Она направилась к выходу, но на пороге палатки остановилась.
— Бойчее надо быть, бойчее. Чего вы смущаетесь по каждому поводу?
— Я — бойкая! — Татьяна неловко улыбнулась в ответ. — Просто не привыкла еще. Здесь столько всего необычного, интересного!
Ольга Львовна хмыкнула.
— Ну, это на первых порах все интересно. На самом деле — сплошная рутина, серые будни, пыль и грязь. Пока не пройдем слой золы на раскопе, вряд ли найдется что-то значительное. Этот перстень — исключение, конечно. Скучно находить одни глиняные черепки и гвозди. Только сумасшедшим археологам важен каждый артефакт, даже его фрагмент. А простой землекоп рассуждает по-другому. Находка перстня не просто возродит интерес. Ребята теперь с удвоенным тщанием будут копать и перебирать грунт. А вдруг кому-то повезет еще больше? Они из кожи вон лезут, чтобы друг перед другом отличиться! Такое вот негласное соревнование между квадратами!
— Я видела, как сбежался весь раскоп, когда обнаружили перстень, — улыбнулась Татьяна. — Столько восторга было, столько восхищения, любопытства! Вдобавок Анатолий замечательную историю о нем рассказал!
— Этого у него не отнимешь, — согласилась Ольга Львовна. — Ходячая энциклопедия! И человек очень порядочный, отзывчивый, оттого и работаю с ним десять лет. Другой такую грымзу, как я, давно бы пнул под зад. А он терпит!
Она натянула на руки резиновые перчатки и улыбнулась уже приветливо, как давней знакомой.
— Работайте, Танюша! Не буду вас больше отвлекать!
И вышла. Татьяна вздохнула и снова огляделась по сторонам.

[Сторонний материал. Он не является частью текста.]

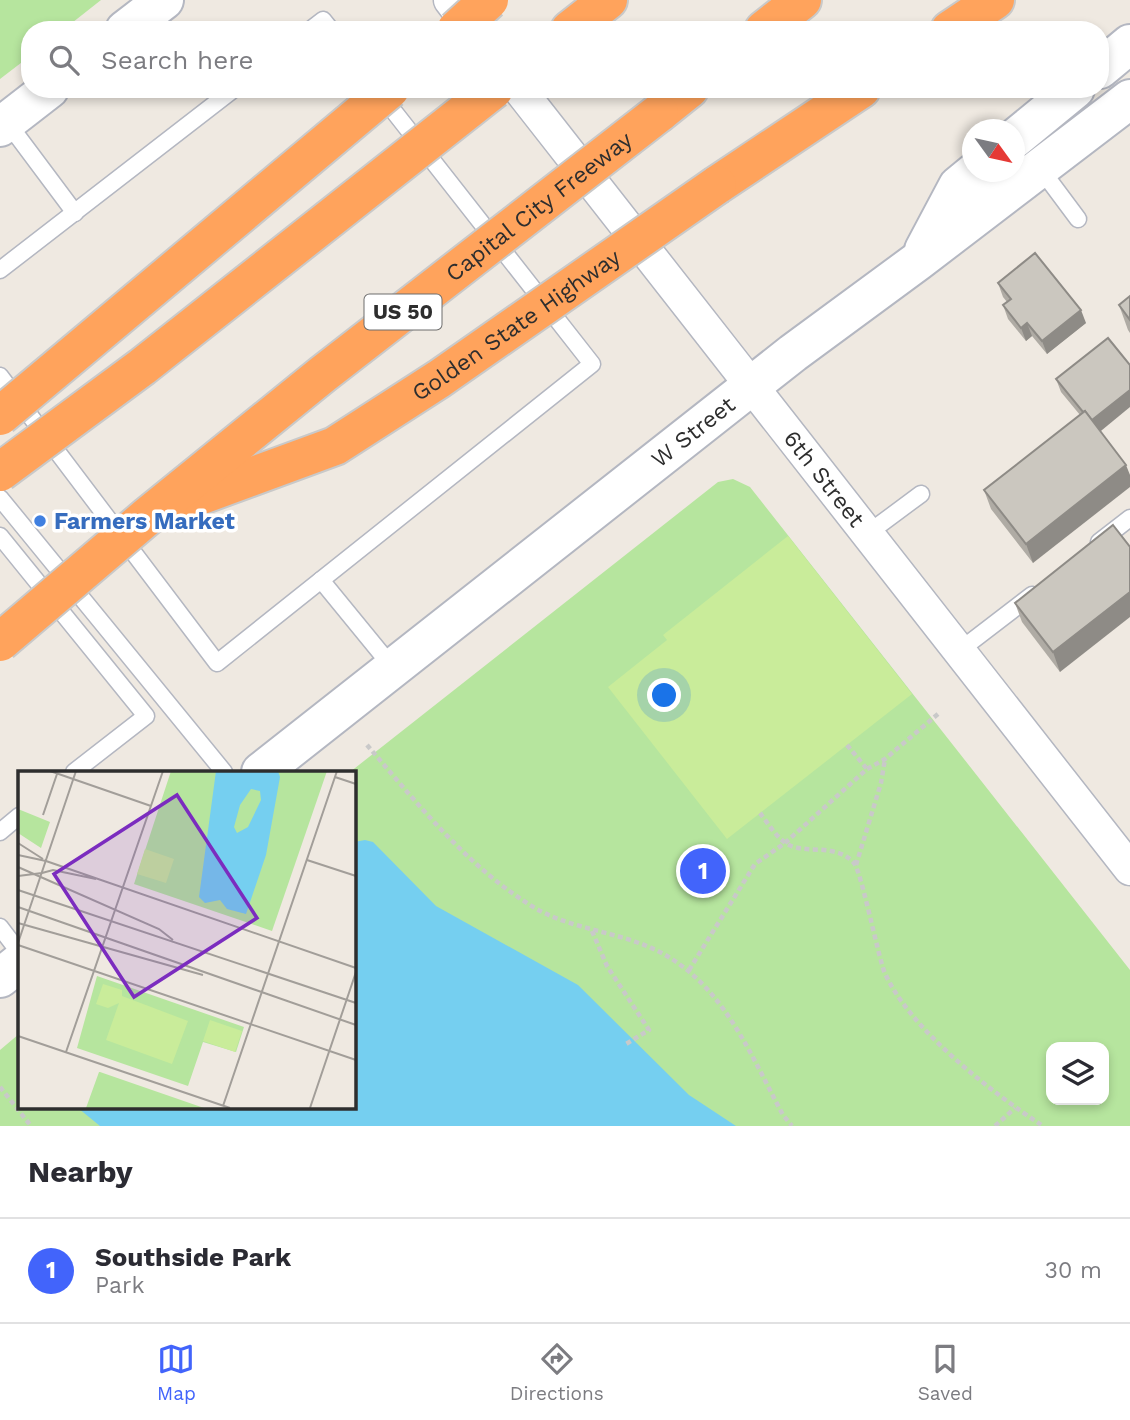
<!DOCTYPE html>
<html lang="en">
<head>
<meta charset="utf-8">
<style>
	:root { --surface:#fff; --page:#f7f7f7; --text:#2b2b33; --muted:#7c7c81; --line:#e1e1e2; --accent:#4264fb }
	body { margin:0; font-family:"Work Sans",sans-serif; background:var(--page); color:var(--text) }
	.controls { position:absolute; right:21px; bottom:21px; display:grid; overflow:hidden; border-radius:14px; box-shadow:0 4px 10px #0003 }
	.controls button { width:63px; height:63px; display:grid; place-items:center; padding:0; border:0; border-bottom:2px solid var(--line); background:var(--surface); color:var(--text); font:35px sans-serif }
	.compass { position:absolute; left:962px; top:119px; width:63px; height:63px; border-radius:50%; background:var(--surface); box-shadow:0 4px 10px #0003; rotate:123deg }
	.you { position:absolute; left:665px; top:696px; width:24px; height:24px; margin:-18px; border:5px solid #fff; border-radius:50%; background:#1a73e8; box-shadow:0 0 0 10px #1a73e833 }
	.badge { display:grid; place-items:center; width:46px; height:46px; border-radius:50%; background:var(--accent); color:#fff; font-size:23px; font-weight:700 }
	.pin { position:absolute; translate:-50% -50%; border:4px solid #fff; box-shadow:0 2px 7px #0006 }
	.list { margin:0; padding:0; list-style:none }
	h2 { display:flex; justify-content:space-between; align-items:center; height:91px; margin:0; padding:0 28px; font-size:30px }
	h2 small { font-size:23px; font-weight:400; color:var(--muted) }
	.list li { display:grid; grid-template-columns:46px 1fr auto; gap:21px; align-items:center; box-sizing:border-box; height:105px; padding:0 28px; border-top:2px solid var(--line) }
	.list b { display:block; font-size:26px; white-space:nowrap }
	.list p { margin:0; font-size:23px; white-space:nowrap; color:var(--muted) }
	.list em { font-size:23px; font-style:normal; color:var(--muted) }
	.icon { flex:none; width:38px; height:38px; fill:none; stroke:currentColor; stroke-width:2; stroke-linecap:round; stroke-linejoin:round }
	.map { position:relative; flex:none; width:1130px; height:1126px; overflow:hidden }
	.search { position:absolute; background:var(--surface); box-shadow:0 4px 10px #0003; left:21px; right:21px; top:21px; height:77px; display:flex; align-items:center; gap:18px; box-sizing:border-box; padding:0 24px; border-radius:28px; color:var(--muted); font-size:26px }
	.sheet { height:196px; background:var(--surface) }
	nav { display:flex; justify-content:space-around; align-items:center; box-sizing:border-box; height:98px; border-top:2px solid var(--line); background:var(--surface); font-size:19px; color:var(--muted) }
	nav a { display:grid; justify-items:center; gap:4px }
	nav .on { color:var(--accent) }
	.map>svg:first-child { display:block }
	.green { fill:#b6e59e; fill-rule:evenodd }
	.pitch { fill:#c9ec9a }
	.water { fill:#75cff0 }
	.lines { fill:none; stroke-linecap:round; stroke-linejoin:round }
	.lane-casing { stroke:#b4b7c1; stroke-width:19 }
	.street-casing { stroke:#b4b7c1; stroke-width:35 }
	.secondary-casing { stroke:#b4b7c1; stroke-width:42 }
	.highway-casing { stroke:#c9c9c9; stroke-width:42 }
	.path { stroke:#c9c9c9; stroke-width:4.5; stroke-dasharray:5 3.5; stroke-linecap:butt }
	.lane { stroke:#fff; stroke-width:16 }
	.street { stroke:#fff; stroke-width:32 }
	.secondary { stroke:#fff; stroke-width:38 }
	.highway { stroke:#ffa35c; stroke-width:38 }
	.highway-bridge-casing { stroke:#c9c9c9; stroke-width:42; stroke-linecap:butt }
	.highway-bridge { stroke:#ffa35c; stroke-width:38 }
	.wall { fill:#afaba4 }
	.shaded-wall { fill:#8e8b86 }
	.building { fill:#cbc7bf; stroke:#8e8b86; stroke-width:2 }
	.shop-dot { fill:#3f7fe0; stroke:#fff; stroke-width:2.5 }
	.labels { text-anchor:middle; stroke-width:7; stroke-linejoin:round; paint-order:stroke }
	.shield { fill:#fff; stroke:#6d6d6d; stroke-width:2 }
	.shield-label { font-size:21px; font-weight:bold; fill:#2e2e2e }
	.street-label { font-size:23px; fill:#2e2e2e; stroke:#fff }
	.shop-label { font-size:23px; font-weight:bold; fill:#366cbe; stroke:#fff; text-anchor:start }
	.inset-road { fill:none; stroke:#a29e99; stroke-width:2 }
	.view { fill:#7b2cbf; fill-opacity:0.15; stroke:#7b2cbf; stroke-width:3.5 }
	.inset-edge { fill:none; stroke:#2e2e2e; stroke-width:3.5 }
</style>
</head>
<body>
<div class="map">
<svg width="1130" height="1126" viewBox="0 0 1130 1126">
	<rect width="100%" height="100%" fill="#efe9e1"/>
	<g class="green">
		<path d="M0,0H101L63,30H30V56L0,79Z"/>
		<path d="M733,479L750,487L1130,970V1126H0V1050L19,1034V1107H354V772H350L718,482ZM1051,1047H1104V1100H1051Z"/>
	</g>
	<path class="pitch" d="M788,536L912,694L727,839L608,687L667,640L663,635Z"/>
	<path class="water" d="M365,840L373,842L436,906L578,985L689,1095L736,1126H100L78,1108L354,1107V842Z"/>
	<g class="lines">
		<g class="lane-casing">
			<g id="lane">
				<path d="M310,30L323,20L331,30"/>
				<path d="M7,122L75,213"/>
				<path d="M1040,168L1078,219"/>
				<path d="M0,270L234,89"/>
				<path d="M0,376L217,663L592,364L381,95"/>
				<path d="M0,498L224,772"/>
				<path d="M867,534L921,494"/>
				<path d="M0,536L146,716L74,772"/>
				<path d="M1099,542L1130,518"/>
				<path d="M321,580L393,668"/>
				<path d="M959,651L1032,595"/>
				<path d="M0,832L19,816"/>
				<path d="M0,927L19,952"/>
			</g>
		</g>
		<g class="street-casing">
			<g id="street">
				<path d="M450,0L473,30"/>
				<path id="s1" d="M519,89L1130,869"/>
			</g>
		</g>
		<g class="secondary-casing">
			<g id="secondary">
				<path d="M125,30L164,0"/>
				<path d="M1100,69L1130,44"/>
				<path d="M0,127L49,89"/>
				<path d="M1014,139L1075,89"/>
				<path d="M924,250L958,186L975,172"/>
				<path id="s2" d="M261,772L793,353L918,261L1130,99"/>
				<path d="M0,978L19,963"/>
			</g>
		</g>
		<g class="highway-casing">
			<g id="highway">
				<path d="M570,30L608,0"/>
				<path d="M764,30L802,0"/>
				<path d="M950,30L995,0"/>
				<path d="M659,113L689,89"/>
				<path d="M717,185L861,89"/>
			</g>
		</g>
		<g class="path">
			<path d="M367,745C417,803 468,868 535,908C566,926 602,930 636,942C717,969 746,1046 783,1115L792,1126"/>
			<path d="M847,745L867,769"/>
			<path d="M760,813C768,823 777,839 789,845C807,854 836,843 854,863C861,871 877,951 884,971C908,1028 991,1092 1043,1126"/>
			<path d="M856,865L881,783L885,759"/>
			<path d="M592,931L607,966L649,1030L626,1044"/>
			<path d="M689,970L755,864L785,843L867,769L885,759L938,714"/>
			<path d="M0,1087L31,1126"/>
			<path d="M995,1126L1015,1108"/>
		</g>
		<use href="#lane" class="lane"/>
		<use href="#street" class="street"/>
		<use href="#secondary" class="secondary"/>
		<use href="#highway" class="highway"/>
		<g class="highway-bridge-casing">
			<g id="highway-bridge">
				<path d="M456,30L489,0"/>
				<path d="M0,416L390,89"/>
				<path d="M0,472L142,367L494,89"/>
				<path id="s3" d="M180,503L335,446L439,379L717,185"/>
				<path id="s4" d="M0,642L149,515L323,374L659,113"/>
			</g>
		</g>
		<use href="#highway-bridge" class="highway-bridge"/>
	</g>
	<g class="wall">
		<path d="M998,283L1086,323L1047,354L1032,336L1026,341L1008,319L1003,305L1007,302L1003,297Z"/>
		<path d="M1130,296V333L1128,330L1119,305Z"/>
		<path d="M1056,379L1100,431L1033,563L991,509L984,490L1080,415L1061,392Z"/>
		<path d="M1113,525L1060,672L1022,622L1015,603Z"/>
	</g>
	<g class="shaded-wall">
		<path d="M1081,310L1086,323L1047,354L1042,341Z"/>
		<path d="M1027,323L1032,336L1026,341L1021,328Z"/>
		<path d="M1130,390V407L1096,435L1091,421Z"/>
		<path d="M1126,465L1130,475V487L1033,563L1026,544Z"/>
		<path d="M1130,592V617L1060,672L1053,652Z"/>
	</g>
	<g class="building">
		<path d="M1035,253L1081,310L1042,341L1027,323L1021,328L1003,305L1011,299L998,283Z"/>
		<path d="M1130,296V320L1119,305Z"/>
		<path d="M1108,338L1130,365V390L1092,420L1085,411L1083,412L1056,379Z"/>
		<path d="M1085,411L1126,465L1026,544L984,490Z"/>
		<path d="M1113,525L1130,547V592L1053,652L1015,603Z"/>
	</g>
	<circle class="shop-dot" cx="40" cy="521" r="7"/>
	<g class="labels">
		<rect class="shield" x="364.5" y="294.5" width="77" height="35" rx="5"/>
		<g class="shield-label">
			<text x="403" y="319">US 50</text>
		</g>
		<g class="street-label">
			<text dy="8" stroke="none"><textPath href="#s4" startOffset="693">Capital City Freeway</textPath></text>
			<text dy="8" stroke="none"><textPath href="#s3" startOffset="383">Golden State Highway</textPath></text>
			<text dy="8" stroke="none"><textPath href="#s2" startOffset="550">W Street</textPath></text>
			<text dy="8" stroke="none"><textPath href="#s1" startOffset="495">6th Street</textPath></text>
		</g>
		<g class="shop-label">
			<text x="54" y="529">Farmers Market</text>
		</g>
	</g>
	<g transform="translate(18 771)">
		<rect width="338" height="338" fill="#efe9e1"/>
		<path d="M153,0H309L254,160L116,113ZM0,38L32,51L23,77L0,62ZM79,205L226,256L218,281L185,271L170,315L59,277ZM81,301H82L186,337H68Z" fill="#b6e59e"/>
		<path d="M127,78L156,88L148,112L119,103ZM85,213L104,219V225L170,250L154,293L88,269L101,232L90,237L78,233ZM192,249L224,260L217,281L185,270Z" fill="#c9ec9a"/>
		<path d="M198,0H260L262,6L248,84L228,143L209,138L202,129L187,132L181,126ZM233,18L242,20L243,29L230,56L219,62L216,56L222,34Z" fill="#75cff0" fill-rule="evenodd"/>
		<path class="inset-road" d="M32,0L133,35M317,6L338,13M25,44L39,3M0,72L25,88M0,84L28,90M289,89L338,105M28,90L338,197M0,96L141,158L155,169M24,102L35,99L78,108M0,105L24,102M0,119L338,232M0,136L338,254M0,152L185,204M0,172L58,0M0,174L338,289M0,265L212,337M48,281L145,0M205,335L319,0M292,337L338,201"/>
		<path class="view" d="M159,24L239,147L116,226L36,103Z"/>
		<rect width="338" height="338" class="inset-edge"/>
	</g>
</svg>
<div class="controls">
<button><svg class="icon" aria-label="layers" viewBox="0 0 24 24"><path d="M12 4l9 5-9 5-9-5zM3 14l9 5 9-5"/></svg></button>
</div>
<svg class="compass" viewBox="-18 -18 36 36"><path d="M0-13l5 13h-10z" fill="#e53935"/><path d="M0 13l5-13h-10z" fill="#7c7c81"/></svg>
<div class="you"></div>
<div class="pin badge" style="left:703px;top:871px">1</div>
<div class="search"><svg class="icon" aria-label="search" viewBox="0 0 24 24"><circle cx="10" cy="10" r="6"/><path d="M15 15l6 6"/></svg>Search here</div>
</div>
<section class="sheet">
<h2>Nearby<small></small></h2>
<ul class="list">
<li><span class="badge">1</span><div><b>Southside Park</b><p>Park</p></div><em>30 m</em></li>
</ul>
</section>
<nav>
<a class="on"><svg class="icon" aria-label="map" viewBox="0 0 24 24"><path d="M3 6l6-2 6 2 6-2v14l-6 2-6-2-6 2zM9 4v14M15 6v14"/></svg>Map</a>
<a><svg class="icon" aria-label="directions" viewBox="0 0 24 24"><path d="M12 3l9 9-9 9-9-9zM9 14v-3h6M13 9l2 2-2 2"/></svg>Directions</a>
<a><svg class="icon" aria-label="saved" viewBox="0 0 24 24"><path d="M7 4h10v16l-5-4-5 4z"/></svg>Saved</a>
</nav>
</body>
</html>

Затем села на скамейку, тяжелую, неуклюжую: вместо ножек — березовые чурки, достала из папки бумагу, несколько аккуратно заточенных карандашей. Долго и пристально разглядывала перстень. Вот еще один подарок из прошлого. Придет время, когда она все расскажет Анатолию. А там уж пусть верит или не верит, это его дело. Надо только собраться с мыслями. И с силами, конечно. А сейчас рано! Слишком плохо он ее знает.
Она задумалась. А что она знает об Анатолии? О его жизни, работе, увлечениях? О его отношениях с женой и сыном? Ведь их переписка, по сути, была игрой в одни ворота. Он больше расспрашивал о ее здоровье, занятиях, она отвечала, когда откровенно, когда не очень. Он же писал о себе скупо, больше отшучивался, иронизировал по поводу уймы дел, в которых погряз с головой. Конечно, она предполагала, что это связано с археологией, преподаванием в университете, но все это было слишком общо́, хотя на расстоянии воспринималось вполне закономерно. Он сетовал иногда, что дела идут не так, как хотелось бы. Поиски Абасугского острога затягивались, отнимали много сил и времени. И тогда она робко предложила ему поискать в Барсучьем логу, дескать, слышала об этом месте от тети Аси, но ничего больше не помнит, так что никакой конкретики.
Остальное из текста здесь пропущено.